請求項３に記載のモノクローナル抗体を産生するハイブリドーマ。
「Hybridoma clone 4A91」(受託番号ＦＥＲＭＰ−２２１６９)、「Hybridoma clone 1213-1」(受託番号ＦＥＲＭＰ−２２１７０)または「Hybridoma clone 1213-5」(受託番号ＦＥＲＭＰ−２２１７１)の細胞株のハイブリドーマ。
試料中の9-(E,E)-HODEおよび／または13-(E,E)-HODEの量を酸化ストレスに起因する疾患の指標とする方法であって、
（ａ）ヒト由来のサンプルに請求項１〜４のいずれかに記載の抗体を接触させる工程、
（ｂ）前記抗体に結合された9-(E,E)-HODEおよび／または13-(E,E)-HODEを検出もしくは定量する工程を含み、
（ｂ）において定量された、閾値レベルを上回る前記試料中の9-(E,E)-HODEおよび／または13-(E,E)-HODEの量が酸化ストレスに起因する疾患の存在を示唆する指標とし、閾値レベルを下回る前記試料中の9-(E,E)-HODEおよび／または13-(E,E)-HODEの量が酸化ストレスに起因する疾患の不存在を示唆する指標とする、方法。

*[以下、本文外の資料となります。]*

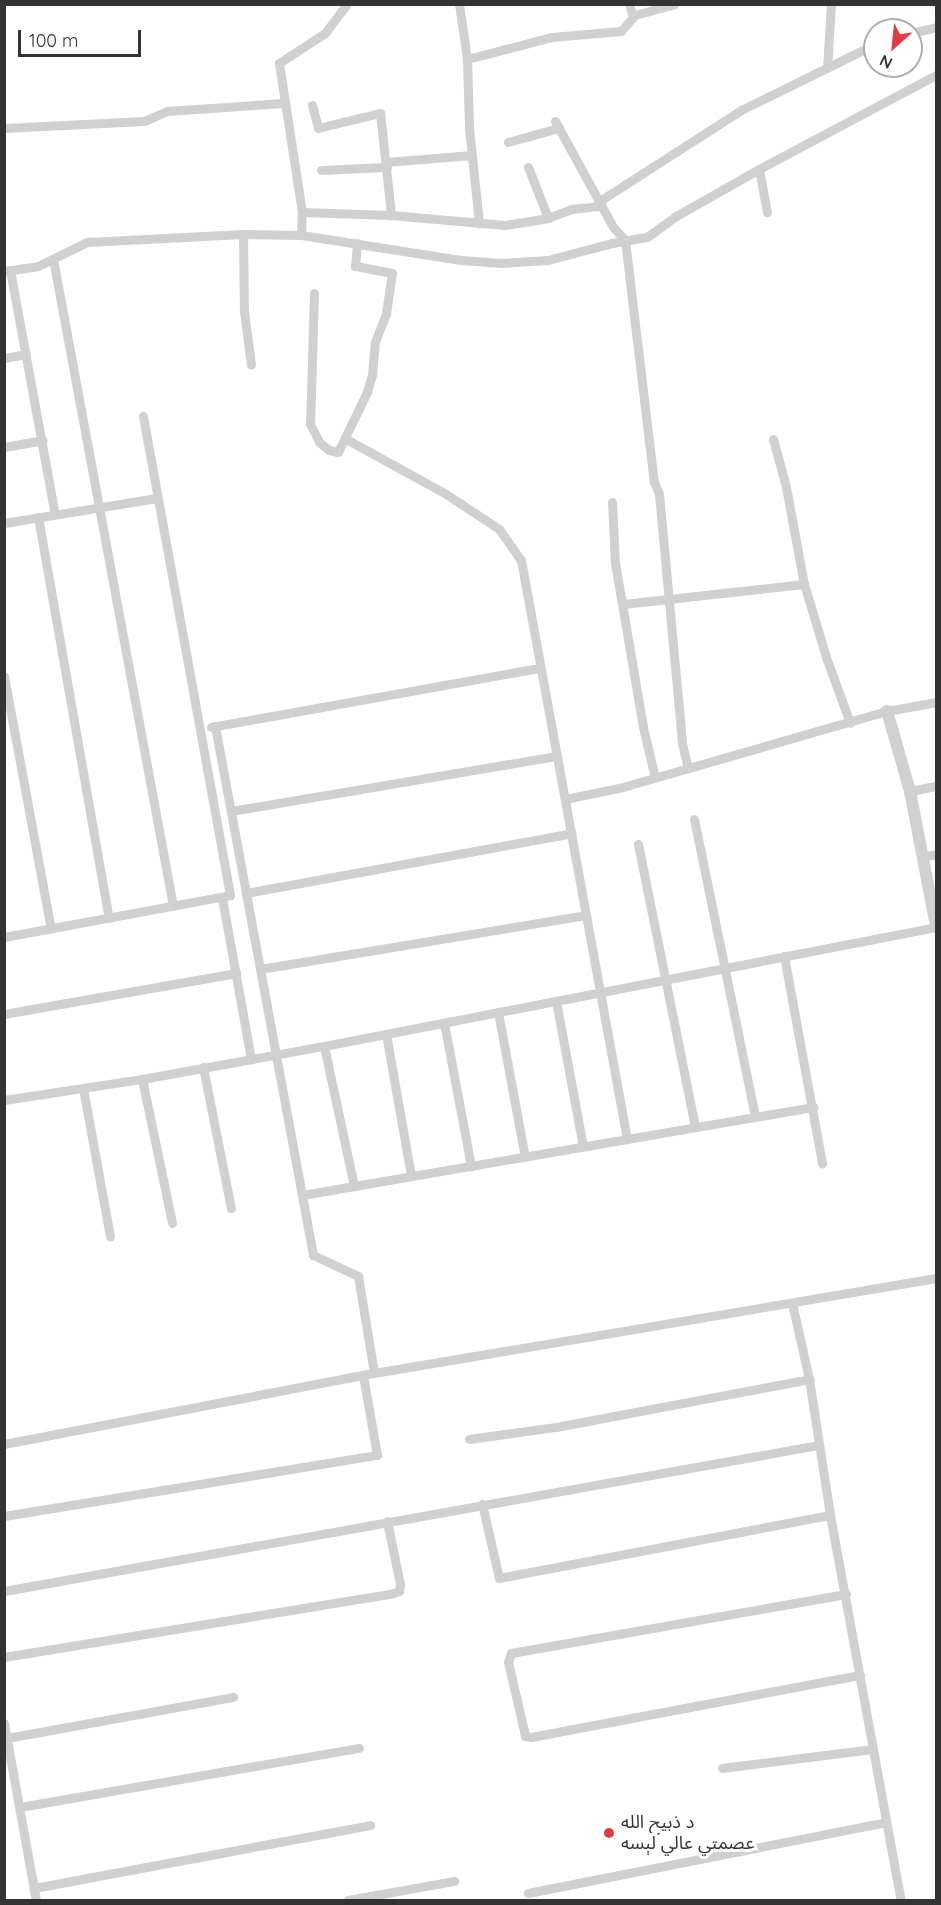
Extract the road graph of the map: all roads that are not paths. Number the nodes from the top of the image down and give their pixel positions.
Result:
1 (347, 4) edge
2 (459, 4) edge
3 (629, 4) edge
4 (675, 4) edge
5 (831, 4) edge
6 (633, 17) junction
7 (863, 50) edge
8 (467, 59) junction
9 (827, 68) junction
10 (936, 75) edge
11 (283, 103) junction
12 (312, 105) dead end
13 (4, 128) edge
14 (508, 142) dead end
15 (472, 155) junction
16 (386, 165) junction
17 (528, 167) dead end
18 (759, 169) junction
19 (321, 170) dead end
20 (600, 204) junction
21 (302, 212) junction
22 (767, 212) dead end
23 (391, 215) junction
24 (548, 218) junction
25 (479, 223) junction
26 (243, 234) junction
27 (301, 236) junction
28 (625, 240) junction
29 (357, 243) junction
30 (53, 259) junction
31 (7, 271) edge
32 (314, 293) dead end
33 (26, 354) junction
34 (4, 358) edge
35 (251, 365) dead end
36 (143, 416) dead end
37 (773, 439) dead end
38 (42, 440) junction
39 (346, 440) junction
40 (4, 447) edge
41 (158, 498) junction
42 (612, 502) dead end
43 (100, 508) junction
44 (55, 514) junction
45 (38, 517) junction
46 (4, 523) edge
47 (804, 584) junction
48 (669, 599) junction
49 (623, 604) junction
50 (540, 668) junction
51 (4, 676) edge
52 (936, 702) edge
53 (887, 711) junction
54 (850, 723) junction
55 (215, 726) junction
56 (200, 729) junction
57 (555, 756) junction
58 (688, 768) junction
59 (655, 778) junction
60 (936, 786) edge
61 (910, 791) junction
62 (565, 799) junction
63 (231, 811) junction
64 (694, 819) dead end
65 (572, 833) junction
66 (639, 844) dead end
67 (936, 854) edge
68 (922, 857) junction
69 (246, 893) junction
70 (222, 898) junction
71 (173, 906) junction
72 (586, 915) junction
73 (109, 918) junction
74 (936, 926) edge
75 (51, 929) junction
76 (4, 937) edge
77 (784, 956) junction
78 (725, 968) junction
79 (260, 969) junction
80 (236, 973) junction
81 (664, 980) junction
82 (602, 992) junction
83 (556, 1001) junction
84 (498, 1012) junction
85 (4, 1014) edge
86 (444, 1023) junction
87 (386, 1034) junction
88 (324, 1046) junction
89 (276, 1054) junction
90 (251, 1059) junction
91 (203, 1067) junction
92 (142, 1079) junction
93 (83, 1088) junction
94 (4, 1100) edge
95 (813, 1107) junction
96 (755, 1117) junction
97 (695, 1128) junction
98 (627, 1139) junction
99 (583, 1147) junction
100 (525, 1157) junction
101 (822, 1164) dead end
102 (471, 1166) junction
103 (411, 1176) junction
104 (354, 1186) junction
105 (302, 1195) junction
106 (231, 1208) dead end
107 (172, 1223) dead end
108 (110, 1237) dead end
109 (936, 1278) edge
110 (792, 1304) junction
111 (374, 1373) junction
112 (363, 1376) junction
113 (809, 1379) junction
114 (469, 1439) dead end
115 (4, 1444) edge
116 (819, 1445) junction
117 (482, 1504) junction
118 (830, 1515) junction
119 (4, 1516) edge
120 (387, 1521) junction
121 (4, 1591) edge
122 (846, 1594) junction
123 (4, 1657) edge
124 (860, 1675) junction
125 (233, 1697) dead end
126 (4, 1723) edge
127 (7, 1738) junction
128 (359, 1748) dead end
129 (873, 1749) junction
130 (723, 1768) dead end
131 (20, 1807) junction
132 (886, 1822) junction
133 (370, 1826) dead end
134 (454, 1881) dead end
135 (34, 1888) junction
136 (528, 1893) dead end
137 (36, 1900) edge
138 (348, 1900) edge
139 (901, 1900) edge

1 - 11 street
2 - 8 street
3 - 6 street
4 - 6 street
5 - 9 street
6 - 8 street
7 - 9 street
8 - 15 street
9 - 20 street
10 - 18 street
11 - 13 street
11 - 21 street
12 - 16 street
14 - 20 street
15 - 16 street
15 - 25 street
16 - 19 street
16 - 23 street
17 - 24 street
18 - 22 street
18 - 28 street
20 - 24 street
20 - 28 street
21 - 23 street
21 - 27 street
23 - 25 street
24 - 25 street
26 - 27 street
26 - 30 street
26 - 35 street
27 - 29 street
28 - 29 street
28 - 48 street
29 - 39 street
30 - 31 street
30 - 43 street
31 - 33 street
32 - 39 street
33 - 34 street
33 - 38 street
36 - 41 street
37 - 47 street
38 - 40 street
38 - 44 street
39 - 50 street
41 - 43 street
41 - 56 street
42 - 49 street
43 - 44 street
43 - 71 street
44 - 45 street
45 - 46 street
45 - 73 street
47 - 48 street
47 - 54 street
48 - 49 street
48 - 58 street
49 - 59 street
50 - 55 street
50 - 57 street
51 - 75 street
52 - 53 street
53 - 54 street
53 - 61 street
54 - 58 street
55 - 56 street
55 - 63 street
56 - 70 street
57 - 62 street
57 - 63 street
58 - 59 street
59 - 62 street
60 - 61 street
61 - 68 street
62 - 65 street
63 - 69 street
64 - 78 street
65 - 69 street
65 - 72 street
66 - 81 street
67 - 68 street
68 - 74 street
69 - 79 street
70 - 71 street
70 - 80 street
71 - 73 street
72 - 79 street
72 - 82 street
73 - 75 street
74 - 77 street
75 - 76 street
77 - 78 street
77 - 95 street
78 - 81 street
78 - 96 street
79 - 89 street
80 - 85 street
80 - 90 street
81 - 82 street
81 - 97 street
82 - 83 street
82 - 98 street
83 - 84 street
83 - 99 street
84 - 86 street
84 - 100 street
86 - 87 street
86 - 102 street
87 - 88 street
87 - 103 street
88 - 89 street
88 - 104 street
89 - 90 street
89 - 105 street
90 - 91 street
91 - 92 street
91 - 106 street
92 - 93 street
92 - 107 street
93 - 94 street
93 - 108 street
95 - 96 street
95 - 101 street
96 - 97 street
97 - 98 street
98 - 99 street
99 - 100 street
100 - 102 street
102 - 103 street
103 - 104 street
104 - 105 street
105 - 111 street
109 - 110 street
110 - 111 street
110 - 113 street
111 - 112 street
112 - 115 street
112 - 119 street
113 - 114 street
113 - 116 street
116 - 117 street
116 - 118 street
117 - 118 street
117 - 120 street
118 - 122 street
120 - 121 street
120 - 123 street
122 - 124 street
122 - 124 street
124 - 129 street
125 - 127 street
126 - 127 street
127 - 131 street
128 - 131 street
129 - 130 street
129 - 132 street
131 - 135 street
132 - 136 street
132 - 139 street
133 - 135 street
134 - 138 street
135 - 137 street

請求項１〜４のいずれかに記載の抗体を含む、9-(E,E)-HODEもしくは13-(E,E)-HODEを特異的に検出若しくは定量するための免疫測定キット。
酸化ストレスに起因する疾患もしくは酸化ストレスの程度を診断するための請求項９に記載の免疫測定キット。
第１抗体として請求項１〜４のいずれかに記載の抗体を、第２抗体として第１抗体に対する標識された抗体を有する、請求項９又は１０に記載のキット。
さらに9-(E,E)-HODEもしくは13-(E,E)-HODEと血清アルブミン（BSAもしくはHSA）もしくはオボアルブミン（OVA）の複合体を有する請求項９〜１１のいずれかに記載のキット。
第１抗体として請求項１〜４いずれかに記載の抗体を、第２抗体として第１抗体に対する標識された抗体を用いる間接競合阻害法（ELISA 法) による9-(E,E)-HODEおよび／または13-(E,E)-HODEの免疫学的検出方法。
血清アルブミンで標識された9-(E,E)-HODEおよび／または血清アルブミンで標識された13-(E,E)-HODEをプレートに固相化する工程を含む、請求項１３に記載の免疫学的検出方法。